== YOUR INSTRUCTIONS ==
Write out the full listing exactly.
*-*-*
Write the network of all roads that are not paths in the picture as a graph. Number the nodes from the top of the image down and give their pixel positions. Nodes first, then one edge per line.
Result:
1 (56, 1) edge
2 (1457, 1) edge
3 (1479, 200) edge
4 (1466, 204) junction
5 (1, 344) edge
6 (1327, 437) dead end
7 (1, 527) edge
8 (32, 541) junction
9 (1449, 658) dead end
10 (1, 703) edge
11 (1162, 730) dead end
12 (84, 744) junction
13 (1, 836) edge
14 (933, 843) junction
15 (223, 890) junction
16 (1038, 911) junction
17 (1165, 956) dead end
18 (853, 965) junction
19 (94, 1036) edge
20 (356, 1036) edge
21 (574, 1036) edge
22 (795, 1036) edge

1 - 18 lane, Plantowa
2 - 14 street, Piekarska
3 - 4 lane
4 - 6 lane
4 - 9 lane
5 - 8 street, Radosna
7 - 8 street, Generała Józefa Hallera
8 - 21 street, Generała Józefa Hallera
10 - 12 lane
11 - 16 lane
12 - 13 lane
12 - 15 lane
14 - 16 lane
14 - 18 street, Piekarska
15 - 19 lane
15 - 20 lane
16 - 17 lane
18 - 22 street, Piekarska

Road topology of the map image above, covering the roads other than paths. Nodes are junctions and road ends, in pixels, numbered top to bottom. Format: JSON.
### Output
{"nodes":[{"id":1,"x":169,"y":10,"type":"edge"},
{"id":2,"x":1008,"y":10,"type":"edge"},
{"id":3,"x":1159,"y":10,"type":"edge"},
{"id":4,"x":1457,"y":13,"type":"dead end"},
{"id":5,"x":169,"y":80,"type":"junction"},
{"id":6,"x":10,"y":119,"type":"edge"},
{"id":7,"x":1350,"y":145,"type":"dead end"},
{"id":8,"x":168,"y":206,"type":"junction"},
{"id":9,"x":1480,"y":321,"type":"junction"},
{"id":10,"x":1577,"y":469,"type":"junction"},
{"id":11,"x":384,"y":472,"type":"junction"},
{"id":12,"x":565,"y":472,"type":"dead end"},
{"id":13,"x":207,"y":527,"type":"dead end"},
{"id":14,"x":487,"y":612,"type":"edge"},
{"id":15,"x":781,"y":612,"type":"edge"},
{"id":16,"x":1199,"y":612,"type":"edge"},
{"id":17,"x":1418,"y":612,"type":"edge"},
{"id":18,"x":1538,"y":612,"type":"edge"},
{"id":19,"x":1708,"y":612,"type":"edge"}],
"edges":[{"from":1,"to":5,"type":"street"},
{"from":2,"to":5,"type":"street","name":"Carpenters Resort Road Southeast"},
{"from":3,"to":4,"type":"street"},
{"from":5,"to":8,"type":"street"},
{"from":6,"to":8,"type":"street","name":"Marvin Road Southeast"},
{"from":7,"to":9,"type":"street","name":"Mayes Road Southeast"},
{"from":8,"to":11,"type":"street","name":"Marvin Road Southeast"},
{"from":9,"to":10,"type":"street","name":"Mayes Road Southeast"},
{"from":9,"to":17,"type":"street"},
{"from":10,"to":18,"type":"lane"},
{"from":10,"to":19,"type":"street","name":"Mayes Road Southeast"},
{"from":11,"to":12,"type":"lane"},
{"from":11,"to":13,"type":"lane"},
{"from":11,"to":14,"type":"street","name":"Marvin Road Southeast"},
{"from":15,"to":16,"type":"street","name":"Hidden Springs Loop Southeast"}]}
*-*-*
== RESULT OF THE EXERCISE ==
Write the network of all roads that are not paths in the picture as a graph. Number the nodes from the top of the image down and give their pixel positions. Nodes first, then one edge per line.
Result:
1 (56, 1) edge
2 (1457, 1) edge
3 (1479, 200) edge
4 (1466, 204) junction
5 (1, 344) edge
6 (1327, 437) dead end
7 (1, 527) edge
8 (32, 541) junction
9 (1449, 658) dead end
10 (1, 703) edge
11 (1162, 730) dead end
12 (84, 744) junction
13 (1, 836) edge
14 (933, 843) junction
15 (223, 890) junction
16 (1038, 911) junction
17 (1165, 956) dead end
18 (853, 965) junction
19 (94, 1036) edge
20 (356, 1036) edge
21 (574, 1036) edge
22 (795, 1036) edge

1 - 18 lane, Plantowa
2 - 14 street, Piekarska
3 - 4 lane
4 - 6 lane
4 - 9 lane
5 - 8 street, Radosna
7 - 8 street, Generała Józefa Hallera
8 - 21 street, Generała Józefa Hallera
10 - 12 lane
11 - 16 lane
12 - 13 lane
12 - 15 lane
14 - 16 lane
14 - 18 street, Piekarska
15 - 19 lane
15 - 20 lane
16 - 17 lane
18 - 22 street, Piekarska

Road topology of the map image above, covering the roads other than paths. Nodes are junctions and road ends, in pixels, numbered top to bottom. Format: JSON.
### Output
{"nodes":[{"id":1,"x":169,"y":10,"type":"edge"},
{"id":2,"x":1008,"y":10,"type":"edge"},
{"id":3,"x":1159,"y":10,"type":"edge"},
{"id":4,"x":1457,"y":13,"type":"dead end"},
{"id":5,"x":169,"y":80,"type":"junction"},
{"id":6,"x":10,"y":119,"type":"edge"},
{"id":7,"x":1350,"y":145,"type":"dead end"},
{"id":8,"x":168,"y":206,"type":"junction"},
{"id":9,"x":1480,"y":321,"type":"junction"},
{"id":10,"x":1577,"y":469,"type":"junction"},
{"id":11,"x":384,"y":472,"type":"junction"},
{"id":12,"x":565,"y":472,"type":"dead end"},
{"id":13,"x":207,"y":527,"type":"dead end"},
{"id":14,"x":487,"y":612,"type":"edge"},
{"id":15,"x":781,"y":612,"type":"edge"},
{"id":16,"x":1199,"y":612,"type":"edge"},
{"id":17,"x":1418,"y":612,"type":"edge"},
{"id":18,"x":1538,"y":612,"type":"edge"},
{"id":19,"x":1708,"y":612,"type":"edge"}],
"edges":[{"from":1,"to":5,"type":"street"},
{"from":2,"to":5,"type":"street","name":"Carpenters Resort Road Southeast"},
{"from":3,"to":4,"type":"street"},
{"from":5,"to":8,"type":"street"},
{"from":6,"to":8,"type":"street","name":"Marvin Road Southeast"},
{"from":7,"to":9,"type":"street","name":"Mayes Road Southeast"},
{"from":8,"to":11,"type":"street","name":"Marvin Road Southeast"},
{"from":9,"to":10,"type":"street","name":"Mayes Road Southeast"},
{"from":9,"to":17,"type":"street"},
{"from":10,"to":18,"type":"lane"},
{"from":10,"to":19,"type":"street","name":"Mayes Road Southeast"},
{"from":11,"to":12,"type":"lane"},
{"from":11,"to":13,"type":"lane"},
{"from":11,"to":14,"type":"street","name":"Marvin Road Southeast"},
{"from":15,"to":16,"type":"street","name":"Hidden Springs Loop Southeast"}]}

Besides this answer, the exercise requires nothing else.